WHAT YOU ARE ASKED TO DO » Report how many lines in the records that follow have the word "福岡筑紫野線" in them, giving the number and nothing more.

• • •

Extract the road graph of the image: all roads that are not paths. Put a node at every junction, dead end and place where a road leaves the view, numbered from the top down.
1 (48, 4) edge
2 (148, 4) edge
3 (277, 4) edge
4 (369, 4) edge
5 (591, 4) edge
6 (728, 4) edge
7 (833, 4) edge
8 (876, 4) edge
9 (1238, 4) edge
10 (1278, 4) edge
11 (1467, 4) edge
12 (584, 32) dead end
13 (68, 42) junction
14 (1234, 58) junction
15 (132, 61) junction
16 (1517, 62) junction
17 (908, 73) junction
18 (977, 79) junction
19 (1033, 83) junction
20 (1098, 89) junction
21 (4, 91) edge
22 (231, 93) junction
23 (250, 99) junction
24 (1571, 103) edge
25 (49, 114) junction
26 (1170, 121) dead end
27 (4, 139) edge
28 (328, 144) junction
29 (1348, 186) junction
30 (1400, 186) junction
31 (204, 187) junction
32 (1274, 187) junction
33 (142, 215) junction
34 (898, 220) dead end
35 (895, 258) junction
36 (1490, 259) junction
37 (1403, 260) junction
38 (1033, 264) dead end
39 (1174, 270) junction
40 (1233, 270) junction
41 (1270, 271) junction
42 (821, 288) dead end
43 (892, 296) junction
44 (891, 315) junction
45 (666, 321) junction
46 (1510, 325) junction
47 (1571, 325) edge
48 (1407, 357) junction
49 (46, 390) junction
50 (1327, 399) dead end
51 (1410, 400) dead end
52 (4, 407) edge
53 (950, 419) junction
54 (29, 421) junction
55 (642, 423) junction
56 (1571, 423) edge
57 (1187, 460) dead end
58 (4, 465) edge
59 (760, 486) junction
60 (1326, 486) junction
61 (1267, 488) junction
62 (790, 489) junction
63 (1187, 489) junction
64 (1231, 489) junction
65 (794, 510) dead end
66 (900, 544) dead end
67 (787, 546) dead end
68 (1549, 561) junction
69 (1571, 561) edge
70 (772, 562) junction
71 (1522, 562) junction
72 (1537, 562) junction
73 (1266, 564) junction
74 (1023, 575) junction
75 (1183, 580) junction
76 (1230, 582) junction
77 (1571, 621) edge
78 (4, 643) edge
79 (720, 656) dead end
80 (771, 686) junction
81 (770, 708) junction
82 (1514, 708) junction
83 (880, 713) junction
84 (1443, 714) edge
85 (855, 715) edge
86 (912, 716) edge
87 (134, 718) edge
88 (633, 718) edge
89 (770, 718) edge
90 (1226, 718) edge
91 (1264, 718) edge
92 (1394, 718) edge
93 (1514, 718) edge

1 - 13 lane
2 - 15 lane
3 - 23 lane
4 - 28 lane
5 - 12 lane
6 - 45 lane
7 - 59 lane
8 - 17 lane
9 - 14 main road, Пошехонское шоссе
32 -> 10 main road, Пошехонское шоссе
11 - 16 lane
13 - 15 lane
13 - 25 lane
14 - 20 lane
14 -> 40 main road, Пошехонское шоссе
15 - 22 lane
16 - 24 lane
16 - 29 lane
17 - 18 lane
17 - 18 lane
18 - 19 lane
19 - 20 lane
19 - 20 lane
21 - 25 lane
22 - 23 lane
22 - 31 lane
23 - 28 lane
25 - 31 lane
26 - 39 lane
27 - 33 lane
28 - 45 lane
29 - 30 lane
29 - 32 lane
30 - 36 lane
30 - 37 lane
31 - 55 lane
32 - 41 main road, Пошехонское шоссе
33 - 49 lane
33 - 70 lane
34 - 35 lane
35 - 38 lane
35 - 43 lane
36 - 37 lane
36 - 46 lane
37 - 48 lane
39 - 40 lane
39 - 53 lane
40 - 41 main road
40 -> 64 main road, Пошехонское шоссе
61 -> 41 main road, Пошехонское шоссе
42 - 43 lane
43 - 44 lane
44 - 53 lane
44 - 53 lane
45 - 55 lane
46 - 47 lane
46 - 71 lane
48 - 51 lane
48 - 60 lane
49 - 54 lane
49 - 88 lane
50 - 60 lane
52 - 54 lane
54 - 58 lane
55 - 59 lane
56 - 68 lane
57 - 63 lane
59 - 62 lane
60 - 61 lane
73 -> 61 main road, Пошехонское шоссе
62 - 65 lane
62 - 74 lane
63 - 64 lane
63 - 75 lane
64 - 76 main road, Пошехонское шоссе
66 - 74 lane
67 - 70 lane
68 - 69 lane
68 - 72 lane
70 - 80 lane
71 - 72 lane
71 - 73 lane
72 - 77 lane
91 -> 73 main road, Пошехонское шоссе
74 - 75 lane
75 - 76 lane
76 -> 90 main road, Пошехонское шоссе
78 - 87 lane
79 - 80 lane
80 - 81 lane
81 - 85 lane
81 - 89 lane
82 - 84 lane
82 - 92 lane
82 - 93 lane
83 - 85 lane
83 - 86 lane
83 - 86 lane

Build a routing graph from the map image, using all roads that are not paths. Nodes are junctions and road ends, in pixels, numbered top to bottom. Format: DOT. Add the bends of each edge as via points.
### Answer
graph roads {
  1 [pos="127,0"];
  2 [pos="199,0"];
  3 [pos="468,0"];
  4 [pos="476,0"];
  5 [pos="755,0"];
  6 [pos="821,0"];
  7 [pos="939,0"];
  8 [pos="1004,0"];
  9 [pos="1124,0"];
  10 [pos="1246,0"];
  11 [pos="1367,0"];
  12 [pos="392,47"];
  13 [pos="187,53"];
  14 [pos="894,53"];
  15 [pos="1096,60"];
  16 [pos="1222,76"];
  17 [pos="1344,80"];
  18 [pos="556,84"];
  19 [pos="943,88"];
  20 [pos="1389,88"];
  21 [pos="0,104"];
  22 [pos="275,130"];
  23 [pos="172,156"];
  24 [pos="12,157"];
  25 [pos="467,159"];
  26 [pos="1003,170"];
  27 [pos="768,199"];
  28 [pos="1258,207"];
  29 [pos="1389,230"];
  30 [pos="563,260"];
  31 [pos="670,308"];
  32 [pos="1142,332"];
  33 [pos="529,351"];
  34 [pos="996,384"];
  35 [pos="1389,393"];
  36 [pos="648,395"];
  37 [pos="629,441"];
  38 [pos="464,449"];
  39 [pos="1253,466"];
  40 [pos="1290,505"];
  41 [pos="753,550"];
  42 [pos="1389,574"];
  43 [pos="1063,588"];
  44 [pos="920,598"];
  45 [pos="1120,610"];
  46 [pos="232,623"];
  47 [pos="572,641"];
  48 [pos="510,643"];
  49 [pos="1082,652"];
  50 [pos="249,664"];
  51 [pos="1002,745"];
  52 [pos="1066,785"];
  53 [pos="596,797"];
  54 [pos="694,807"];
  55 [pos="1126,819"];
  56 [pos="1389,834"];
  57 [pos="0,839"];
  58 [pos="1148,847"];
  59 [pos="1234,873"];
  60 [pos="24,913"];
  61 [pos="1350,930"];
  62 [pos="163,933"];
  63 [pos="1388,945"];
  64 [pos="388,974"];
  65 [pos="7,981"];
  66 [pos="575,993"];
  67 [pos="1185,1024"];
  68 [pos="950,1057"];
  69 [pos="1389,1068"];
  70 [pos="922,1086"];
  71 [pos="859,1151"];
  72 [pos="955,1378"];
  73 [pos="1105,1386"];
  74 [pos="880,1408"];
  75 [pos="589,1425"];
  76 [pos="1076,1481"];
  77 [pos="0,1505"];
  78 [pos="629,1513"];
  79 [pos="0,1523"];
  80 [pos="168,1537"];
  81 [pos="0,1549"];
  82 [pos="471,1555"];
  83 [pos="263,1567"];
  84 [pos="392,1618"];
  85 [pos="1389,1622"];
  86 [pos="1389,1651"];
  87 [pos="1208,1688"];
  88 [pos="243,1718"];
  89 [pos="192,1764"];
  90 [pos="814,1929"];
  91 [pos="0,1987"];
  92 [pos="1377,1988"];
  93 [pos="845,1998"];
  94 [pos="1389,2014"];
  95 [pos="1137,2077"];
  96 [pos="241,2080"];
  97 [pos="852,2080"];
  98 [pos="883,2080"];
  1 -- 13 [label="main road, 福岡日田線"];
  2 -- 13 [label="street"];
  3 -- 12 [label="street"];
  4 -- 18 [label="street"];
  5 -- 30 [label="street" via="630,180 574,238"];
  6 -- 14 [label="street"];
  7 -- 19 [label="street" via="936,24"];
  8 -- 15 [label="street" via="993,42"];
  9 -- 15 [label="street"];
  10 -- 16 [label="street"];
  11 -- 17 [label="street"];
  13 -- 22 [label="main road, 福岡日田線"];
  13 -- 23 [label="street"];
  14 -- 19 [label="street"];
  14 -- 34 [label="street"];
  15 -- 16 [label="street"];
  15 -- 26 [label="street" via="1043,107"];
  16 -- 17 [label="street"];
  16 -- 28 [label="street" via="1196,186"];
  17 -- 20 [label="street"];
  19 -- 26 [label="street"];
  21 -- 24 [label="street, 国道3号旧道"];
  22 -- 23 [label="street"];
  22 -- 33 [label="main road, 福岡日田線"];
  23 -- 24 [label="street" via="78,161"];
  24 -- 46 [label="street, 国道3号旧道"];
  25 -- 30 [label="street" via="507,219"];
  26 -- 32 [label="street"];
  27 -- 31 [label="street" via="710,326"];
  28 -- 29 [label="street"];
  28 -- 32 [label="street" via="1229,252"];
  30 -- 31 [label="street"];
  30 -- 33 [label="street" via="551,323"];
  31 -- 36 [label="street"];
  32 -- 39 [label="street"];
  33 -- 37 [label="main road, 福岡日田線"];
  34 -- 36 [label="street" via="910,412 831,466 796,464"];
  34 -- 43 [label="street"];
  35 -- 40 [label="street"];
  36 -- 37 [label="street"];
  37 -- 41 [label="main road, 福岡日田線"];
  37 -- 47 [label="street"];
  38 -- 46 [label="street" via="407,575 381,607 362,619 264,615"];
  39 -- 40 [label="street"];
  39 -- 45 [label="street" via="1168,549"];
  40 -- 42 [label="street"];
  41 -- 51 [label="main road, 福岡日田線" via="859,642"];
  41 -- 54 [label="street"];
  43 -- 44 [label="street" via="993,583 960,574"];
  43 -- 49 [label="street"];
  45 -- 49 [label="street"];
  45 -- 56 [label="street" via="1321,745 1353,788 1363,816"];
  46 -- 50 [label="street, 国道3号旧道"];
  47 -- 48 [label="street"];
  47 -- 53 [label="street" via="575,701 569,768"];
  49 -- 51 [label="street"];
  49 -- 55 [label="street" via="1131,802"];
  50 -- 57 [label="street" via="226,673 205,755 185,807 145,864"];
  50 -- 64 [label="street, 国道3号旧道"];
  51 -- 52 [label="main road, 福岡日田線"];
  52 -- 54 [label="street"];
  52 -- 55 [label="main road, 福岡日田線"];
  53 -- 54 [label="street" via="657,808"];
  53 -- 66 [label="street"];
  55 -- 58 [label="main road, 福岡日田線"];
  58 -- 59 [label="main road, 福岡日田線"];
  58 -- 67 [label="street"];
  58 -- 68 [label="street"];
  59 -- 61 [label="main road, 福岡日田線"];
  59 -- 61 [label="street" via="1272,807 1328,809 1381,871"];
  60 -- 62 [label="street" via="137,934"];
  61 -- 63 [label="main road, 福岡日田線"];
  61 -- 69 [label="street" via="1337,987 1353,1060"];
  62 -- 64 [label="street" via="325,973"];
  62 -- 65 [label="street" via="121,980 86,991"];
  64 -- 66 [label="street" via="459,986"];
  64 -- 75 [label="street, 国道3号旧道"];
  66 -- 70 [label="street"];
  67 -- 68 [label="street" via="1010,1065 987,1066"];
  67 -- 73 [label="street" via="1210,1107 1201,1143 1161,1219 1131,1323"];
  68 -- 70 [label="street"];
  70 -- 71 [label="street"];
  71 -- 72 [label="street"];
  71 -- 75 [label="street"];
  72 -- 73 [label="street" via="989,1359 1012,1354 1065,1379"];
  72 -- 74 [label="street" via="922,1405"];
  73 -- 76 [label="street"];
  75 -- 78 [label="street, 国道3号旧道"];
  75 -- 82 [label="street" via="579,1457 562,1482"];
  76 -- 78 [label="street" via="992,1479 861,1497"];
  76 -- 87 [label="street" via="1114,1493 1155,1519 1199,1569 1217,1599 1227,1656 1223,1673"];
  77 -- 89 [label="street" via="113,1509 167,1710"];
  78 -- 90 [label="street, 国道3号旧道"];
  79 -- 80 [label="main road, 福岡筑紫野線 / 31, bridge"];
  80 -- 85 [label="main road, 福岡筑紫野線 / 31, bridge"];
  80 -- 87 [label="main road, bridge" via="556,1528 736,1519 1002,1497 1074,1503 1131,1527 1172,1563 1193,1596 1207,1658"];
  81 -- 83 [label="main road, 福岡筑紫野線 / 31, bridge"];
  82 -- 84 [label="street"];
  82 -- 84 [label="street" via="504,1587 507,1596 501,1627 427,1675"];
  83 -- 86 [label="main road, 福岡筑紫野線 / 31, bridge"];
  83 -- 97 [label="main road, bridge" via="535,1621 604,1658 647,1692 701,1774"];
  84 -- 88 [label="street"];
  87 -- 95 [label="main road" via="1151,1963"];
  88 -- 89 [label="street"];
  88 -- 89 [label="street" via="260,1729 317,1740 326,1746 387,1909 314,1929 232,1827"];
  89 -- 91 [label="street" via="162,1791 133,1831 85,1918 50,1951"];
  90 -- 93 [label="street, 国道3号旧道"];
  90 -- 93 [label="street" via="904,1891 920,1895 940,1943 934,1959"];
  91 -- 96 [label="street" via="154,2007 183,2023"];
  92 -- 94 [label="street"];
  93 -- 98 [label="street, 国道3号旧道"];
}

• • •

RESPONSE TO THE TASK » 4